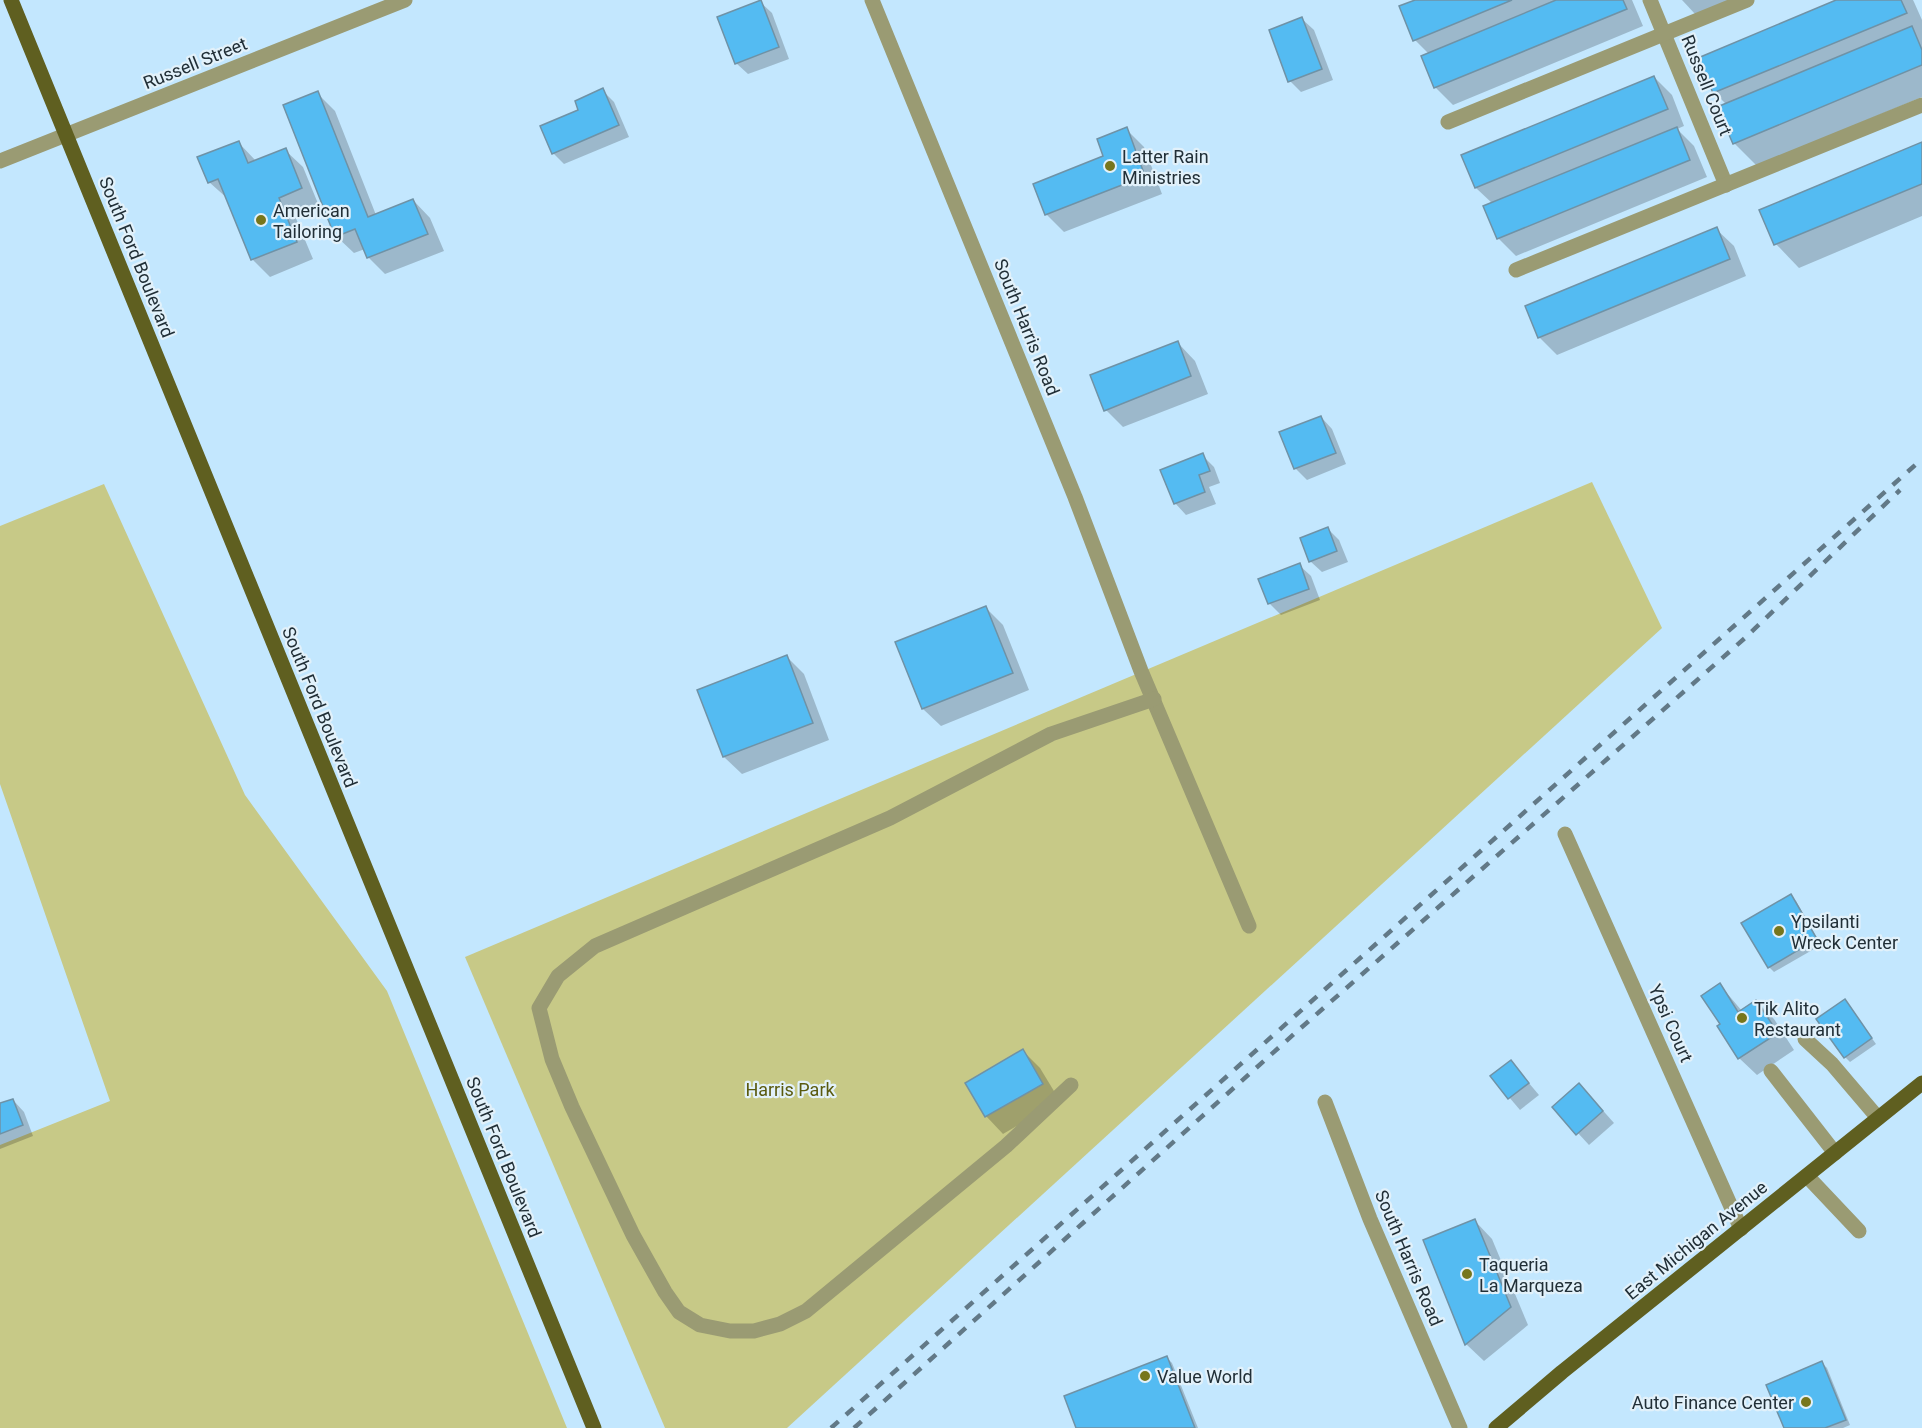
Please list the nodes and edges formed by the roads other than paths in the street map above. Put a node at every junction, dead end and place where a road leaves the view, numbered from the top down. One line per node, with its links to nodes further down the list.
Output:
1 (11, 0): 9 (main road, South Ford Boulevard)
2 (405, 0): 9 (street, Russell Street)
3 (872, 0): 13 (street, South Harris Road)
4 (1650, 0): 6 (street, Russell Court)
5 (1748, 0): 6 (street)
6 (1665, 35): 8 (street); 11 (street, Russell Court)
7 (1922, 105): 11 (street)
8 (1448, 122)
9 (67, 135): 10 (street, Russell Street); 26 (main road, South Ford Boulevard)
10 (0, 161)
11 (1726, 185): 12 (street)
12 (1516, 270)
13 (1154, 699): 15 (street, South Harris Road); 19 (street)
14 (1564, 834): 24 (street, Ypsi Court)
15 (1248, 926)
16 (1805, 1039): 21 (street)
17 (1771, 1071): 22 (street)
18 (1922, 1083): 21 (main road, East Michigan Avenue)
19 (1071, 1086)
20 (1325, 1102): 27 (street, South Harris Road)
21 (1878, 1118): 22 (main road, East Michigan Avenue)
22 (1835, 1153): 23 (main road, East Michigan Avenue)
23 (1807, 1176): 24 (main road, East Michigan Avenue); 25 (street)
24 (1741, 1229): 28 (main road, East Michigan Avenue)
25 (1858, 1232)
26 (594, 1428)
27 (1460, 1428)
28 (1496, 1428)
================
** WHAT TO PRODUCE **
A faithful, complete copy of the records above is required, one that contains no pictures.

** YOUR SOLUTION **
Please list the nodes and edges formed by the roads other than paths in the street map above. Put a node at every junction, dead end and place where a road leaves the view, numbered from the top down. One line per node, with its links to nodes further down the list.
Output:
1 (11, 0): 9 (main road, South Ford Boulevard)
2 (405, 0): 9 (street, Russell Street)
3 (872, 0): 13 (street, South Harris Road)
4 (1650, 0): 6 (street, Russell Court)
5 (1748, 0): 6 (street)
6 (1665, 35): 8 (street); 11 (street, Russell Court)
7 (1922, 105): 11 (street)
8 (1448, 122)
9 (67, 135): 10 (street, Russell Street); 26 (main road, South Ford Boulevard)
10 (0, 161)
11 (1726, 185): 12 (street)
12 (1516, 270)
13 (1154, 699): 15 (street, South Harris Road); 19 (street)
14 (1564, 834): 24 (street, Ypsi Court)
15 (1248, 926)
16 (1805, 1039): 21 (street)
17 (1771, 1071): 22 (street)
18 (1922, 1083): 21 (main road, East Michigan Avenue)
19 (1071, 1086)
20 (1325, 1102): 27 (street, South Harris Road)
21 (1878, 1118): 22 (main road, East Michigan Avenue)
22 (1835, 1153): 23 (main road, East Michigan Avenue)
23 (1807, 1176): 24 (main road, East Michigan Avenue); 25 (street)
24 (1741, 1229): 28 (main road, East Michigan Avenue)
25 (1858, 1232)
26 (594, 1428)
27 (1460, 1428)
28 (1496, 1428)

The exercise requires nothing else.